An unconventional integrin b3 and CD103 heterodimer improves the anti-tumor immunity of tissue-resident T cells

Current cancer immunotherapies promote recovery of CD103+ tissue-resident memory T cells (Trm) population of the tumor-infiltrating T lymphocytes (TILs). However, not all treated patients exhibit improved anti-tumor immunity and survival, likely due to the immunophenotypical diversity among the CD103+ Trm TILs. Utilising multifaceted proteomics approaches and patients’ clinical analyses, we discovered an unusual subset of CD8+ Trm TILs expressing non-canonical integrin β3 early during T cells activation. The integrin β3 surprisingly heterodimerises with CD103 on T cells, leading to unconventional granulysin-mediated cytotoxicity, elevated alternative bioenergy usage and efficient T cell migration, with minimal overall exhaustion.

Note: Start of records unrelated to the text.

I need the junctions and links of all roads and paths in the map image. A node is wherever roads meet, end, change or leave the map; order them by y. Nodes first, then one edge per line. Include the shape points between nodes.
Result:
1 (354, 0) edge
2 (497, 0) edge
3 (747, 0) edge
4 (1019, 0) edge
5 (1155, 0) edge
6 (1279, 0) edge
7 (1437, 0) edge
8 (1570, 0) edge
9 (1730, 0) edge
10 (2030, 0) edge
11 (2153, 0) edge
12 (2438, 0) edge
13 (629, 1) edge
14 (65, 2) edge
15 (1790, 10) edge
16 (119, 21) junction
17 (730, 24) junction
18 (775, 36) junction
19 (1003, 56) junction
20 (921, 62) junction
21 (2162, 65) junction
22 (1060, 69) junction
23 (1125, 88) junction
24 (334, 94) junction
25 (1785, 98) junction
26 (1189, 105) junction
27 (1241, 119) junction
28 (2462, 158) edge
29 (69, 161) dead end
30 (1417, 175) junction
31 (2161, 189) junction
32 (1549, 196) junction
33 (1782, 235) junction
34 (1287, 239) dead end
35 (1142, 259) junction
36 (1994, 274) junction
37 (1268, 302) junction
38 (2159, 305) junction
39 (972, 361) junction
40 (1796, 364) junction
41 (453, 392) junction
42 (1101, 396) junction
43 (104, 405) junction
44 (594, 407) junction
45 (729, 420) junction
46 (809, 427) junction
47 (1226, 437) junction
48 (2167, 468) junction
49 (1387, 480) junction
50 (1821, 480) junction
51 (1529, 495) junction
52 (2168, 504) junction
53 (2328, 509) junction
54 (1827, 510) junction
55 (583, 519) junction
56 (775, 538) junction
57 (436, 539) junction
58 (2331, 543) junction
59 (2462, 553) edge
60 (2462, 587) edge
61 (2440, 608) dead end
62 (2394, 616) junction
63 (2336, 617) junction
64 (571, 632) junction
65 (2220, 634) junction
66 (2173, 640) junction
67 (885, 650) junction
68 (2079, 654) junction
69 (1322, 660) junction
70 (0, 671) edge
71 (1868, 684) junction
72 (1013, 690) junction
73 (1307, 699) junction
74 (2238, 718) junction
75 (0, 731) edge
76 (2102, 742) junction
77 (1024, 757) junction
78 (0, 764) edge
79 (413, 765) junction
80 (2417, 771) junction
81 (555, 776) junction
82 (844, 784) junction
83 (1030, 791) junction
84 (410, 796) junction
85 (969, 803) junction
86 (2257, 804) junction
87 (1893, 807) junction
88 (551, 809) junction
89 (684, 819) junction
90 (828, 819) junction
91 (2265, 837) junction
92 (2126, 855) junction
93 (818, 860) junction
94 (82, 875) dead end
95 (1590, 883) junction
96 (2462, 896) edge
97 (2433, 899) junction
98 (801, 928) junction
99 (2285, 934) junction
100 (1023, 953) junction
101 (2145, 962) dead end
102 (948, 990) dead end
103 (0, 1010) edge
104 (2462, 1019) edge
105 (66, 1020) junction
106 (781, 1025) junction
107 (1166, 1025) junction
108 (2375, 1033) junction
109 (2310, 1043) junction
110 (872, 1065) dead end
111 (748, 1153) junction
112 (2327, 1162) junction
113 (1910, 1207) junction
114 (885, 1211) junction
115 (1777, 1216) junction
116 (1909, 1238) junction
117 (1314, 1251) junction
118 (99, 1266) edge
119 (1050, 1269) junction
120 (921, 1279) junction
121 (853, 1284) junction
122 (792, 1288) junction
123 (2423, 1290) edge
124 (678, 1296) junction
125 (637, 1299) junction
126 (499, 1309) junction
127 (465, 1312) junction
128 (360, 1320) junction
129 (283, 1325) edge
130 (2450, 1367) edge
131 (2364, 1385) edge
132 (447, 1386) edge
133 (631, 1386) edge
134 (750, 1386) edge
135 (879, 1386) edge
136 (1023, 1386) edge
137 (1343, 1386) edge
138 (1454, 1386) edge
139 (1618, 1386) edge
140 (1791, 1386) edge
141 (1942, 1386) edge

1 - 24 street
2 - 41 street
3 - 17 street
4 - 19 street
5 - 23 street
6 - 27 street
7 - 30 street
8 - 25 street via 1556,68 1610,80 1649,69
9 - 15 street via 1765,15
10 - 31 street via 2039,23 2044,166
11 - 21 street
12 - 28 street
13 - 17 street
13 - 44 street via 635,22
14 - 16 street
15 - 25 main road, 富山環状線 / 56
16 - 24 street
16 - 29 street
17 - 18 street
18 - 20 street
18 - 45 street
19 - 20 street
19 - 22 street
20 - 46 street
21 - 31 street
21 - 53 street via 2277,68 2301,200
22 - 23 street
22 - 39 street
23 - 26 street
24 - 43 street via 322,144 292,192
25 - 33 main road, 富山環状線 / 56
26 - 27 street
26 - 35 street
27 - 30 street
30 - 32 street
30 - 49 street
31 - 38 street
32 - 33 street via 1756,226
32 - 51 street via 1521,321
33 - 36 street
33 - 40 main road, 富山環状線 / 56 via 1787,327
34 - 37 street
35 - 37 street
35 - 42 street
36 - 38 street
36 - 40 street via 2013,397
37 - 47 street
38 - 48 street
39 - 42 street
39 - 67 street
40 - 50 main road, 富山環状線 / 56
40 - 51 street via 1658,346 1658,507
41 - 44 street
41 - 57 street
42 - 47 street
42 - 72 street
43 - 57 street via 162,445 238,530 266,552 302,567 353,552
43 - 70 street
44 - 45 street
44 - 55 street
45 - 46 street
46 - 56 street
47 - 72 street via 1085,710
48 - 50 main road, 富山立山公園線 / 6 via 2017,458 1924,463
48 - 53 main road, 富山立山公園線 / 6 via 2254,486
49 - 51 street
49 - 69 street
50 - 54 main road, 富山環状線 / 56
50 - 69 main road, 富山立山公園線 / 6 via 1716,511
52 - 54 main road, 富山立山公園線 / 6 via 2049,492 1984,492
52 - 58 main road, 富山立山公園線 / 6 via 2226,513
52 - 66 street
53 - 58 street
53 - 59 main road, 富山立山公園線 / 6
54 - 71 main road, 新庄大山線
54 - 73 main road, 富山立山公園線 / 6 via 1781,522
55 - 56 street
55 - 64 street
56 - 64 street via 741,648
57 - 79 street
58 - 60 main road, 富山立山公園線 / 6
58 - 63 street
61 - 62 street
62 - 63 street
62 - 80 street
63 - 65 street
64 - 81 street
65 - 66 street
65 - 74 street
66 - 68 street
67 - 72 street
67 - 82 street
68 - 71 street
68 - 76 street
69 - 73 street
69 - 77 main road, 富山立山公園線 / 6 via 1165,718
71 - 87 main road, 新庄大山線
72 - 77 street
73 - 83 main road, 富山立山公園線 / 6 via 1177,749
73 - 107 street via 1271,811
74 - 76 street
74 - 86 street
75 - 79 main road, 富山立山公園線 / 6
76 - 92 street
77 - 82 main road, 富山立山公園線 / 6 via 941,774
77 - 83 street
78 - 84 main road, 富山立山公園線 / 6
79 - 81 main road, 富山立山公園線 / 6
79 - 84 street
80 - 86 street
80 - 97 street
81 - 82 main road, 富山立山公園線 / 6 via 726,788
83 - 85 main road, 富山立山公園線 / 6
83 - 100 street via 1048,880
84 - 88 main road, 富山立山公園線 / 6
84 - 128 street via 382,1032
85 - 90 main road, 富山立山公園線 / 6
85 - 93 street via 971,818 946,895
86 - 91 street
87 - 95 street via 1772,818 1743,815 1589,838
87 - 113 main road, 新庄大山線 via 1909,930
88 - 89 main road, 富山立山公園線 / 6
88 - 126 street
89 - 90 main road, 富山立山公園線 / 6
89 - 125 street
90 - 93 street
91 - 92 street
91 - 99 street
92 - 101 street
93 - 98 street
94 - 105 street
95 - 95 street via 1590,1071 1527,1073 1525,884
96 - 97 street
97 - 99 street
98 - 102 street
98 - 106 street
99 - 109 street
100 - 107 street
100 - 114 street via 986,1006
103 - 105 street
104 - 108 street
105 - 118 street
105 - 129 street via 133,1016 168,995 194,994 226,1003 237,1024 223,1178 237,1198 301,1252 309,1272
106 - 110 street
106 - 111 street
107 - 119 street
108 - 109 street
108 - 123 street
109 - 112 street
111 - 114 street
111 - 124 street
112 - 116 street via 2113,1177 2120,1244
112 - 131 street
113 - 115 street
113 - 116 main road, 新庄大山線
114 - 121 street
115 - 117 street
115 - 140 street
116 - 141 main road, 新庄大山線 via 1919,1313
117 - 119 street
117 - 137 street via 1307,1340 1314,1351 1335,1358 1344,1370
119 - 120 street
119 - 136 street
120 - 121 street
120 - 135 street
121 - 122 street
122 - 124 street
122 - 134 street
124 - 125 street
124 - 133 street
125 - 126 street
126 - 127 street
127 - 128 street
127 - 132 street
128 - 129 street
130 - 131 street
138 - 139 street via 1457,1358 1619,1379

Importantly, early-stage non-small cell lung carcinoma (NSCLC) patients with enriched presence of integrin β3+CD103+ Trm TILs exhibited better clinical prognosis, with improved T cell immunophenotype, hence confirming the beneficial role of this unusual subset of Trm TILs. These unconventional anti-tumor T cell features provide new avenues and future opportunities for designing better translational immunotherapy strategies.